SpaceX succeeds with first untethered StarHopper low altitude ‘hop’ test

SpaceX is racking up wins this week, after a successful second launch attempt for its CRS-18 mission earlier this evening, and now with a first short-hop free flight for its StarHopper prototype spacecraft on Thursday night, again on its second try after a scrub earlier this week.

This test involved flying StarHopper to the relatively modest height of just 20 meters (around 65 feet, which is roughly how tall it is to begin with), where it moved around only very slightly, guiding itself under its own navigation. The StarHopper then returned to Earth as planned, so all indications are that this was a good test that went exactly as intended by the SpaceX crew.

StarHopper is a scaled-down test vehicle designed to help SpaceX run crucial preparation trials for the new Raptor engine ahead of building its full-scale Starship reusable spacecraft. Starship is the next launch vehicle SpaceX is developing, which is intended to be fully reusable (its current rockets are only partially able to be refurbished and reflow) and which SpaceX CEO Elon Musk envisions eventually being able to take over all mission activity for the company, including transfer of crew and cargo to Mars. Once ready, it’ll be paired with SpaceX’s future “Super Heavy” launch rocket for extra-orbital launch capabilities.

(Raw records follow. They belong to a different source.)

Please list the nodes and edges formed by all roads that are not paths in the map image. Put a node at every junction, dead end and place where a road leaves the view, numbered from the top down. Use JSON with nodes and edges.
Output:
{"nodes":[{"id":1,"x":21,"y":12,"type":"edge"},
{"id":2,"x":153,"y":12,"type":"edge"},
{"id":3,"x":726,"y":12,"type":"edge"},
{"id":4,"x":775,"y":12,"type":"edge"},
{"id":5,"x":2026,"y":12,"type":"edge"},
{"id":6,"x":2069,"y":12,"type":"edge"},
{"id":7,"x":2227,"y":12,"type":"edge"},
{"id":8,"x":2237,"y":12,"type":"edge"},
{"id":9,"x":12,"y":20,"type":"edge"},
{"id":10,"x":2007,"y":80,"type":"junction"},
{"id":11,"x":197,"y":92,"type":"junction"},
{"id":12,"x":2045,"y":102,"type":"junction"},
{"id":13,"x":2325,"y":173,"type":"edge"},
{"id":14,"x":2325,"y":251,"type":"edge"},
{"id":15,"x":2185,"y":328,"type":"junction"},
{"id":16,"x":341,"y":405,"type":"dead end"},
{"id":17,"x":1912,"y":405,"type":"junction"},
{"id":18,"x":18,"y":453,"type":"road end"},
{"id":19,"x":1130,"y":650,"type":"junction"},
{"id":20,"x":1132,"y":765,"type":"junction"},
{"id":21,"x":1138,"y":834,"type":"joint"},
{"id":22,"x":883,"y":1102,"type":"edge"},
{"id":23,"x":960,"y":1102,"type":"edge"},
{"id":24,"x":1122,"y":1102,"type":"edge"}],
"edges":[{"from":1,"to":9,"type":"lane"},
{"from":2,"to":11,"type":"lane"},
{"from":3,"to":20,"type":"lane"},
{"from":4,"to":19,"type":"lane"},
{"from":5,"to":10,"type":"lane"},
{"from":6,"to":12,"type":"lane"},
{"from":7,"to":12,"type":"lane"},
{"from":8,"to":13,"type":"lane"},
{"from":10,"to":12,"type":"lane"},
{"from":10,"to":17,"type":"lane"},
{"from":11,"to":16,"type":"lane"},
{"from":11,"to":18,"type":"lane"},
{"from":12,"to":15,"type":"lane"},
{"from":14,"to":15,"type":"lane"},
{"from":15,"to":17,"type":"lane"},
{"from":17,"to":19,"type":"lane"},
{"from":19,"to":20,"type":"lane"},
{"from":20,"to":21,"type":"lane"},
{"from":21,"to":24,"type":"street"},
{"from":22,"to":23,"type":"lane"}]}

An untethered hop is a key milestone in SpaceX’s planned development, and it’s been trying to get this done for a couple of weeks now. Musk has already said that he anticipates flying the full-scale Starship prototype. Mark I and Mark II are in simultaneous development at Boca Chica in Texas and at SpaceX’s Florida facility. Next up, SpaceX will attempt a higher, 200 meter “hop” test with the StarHopper at the same site in around a week or so, according to Musk.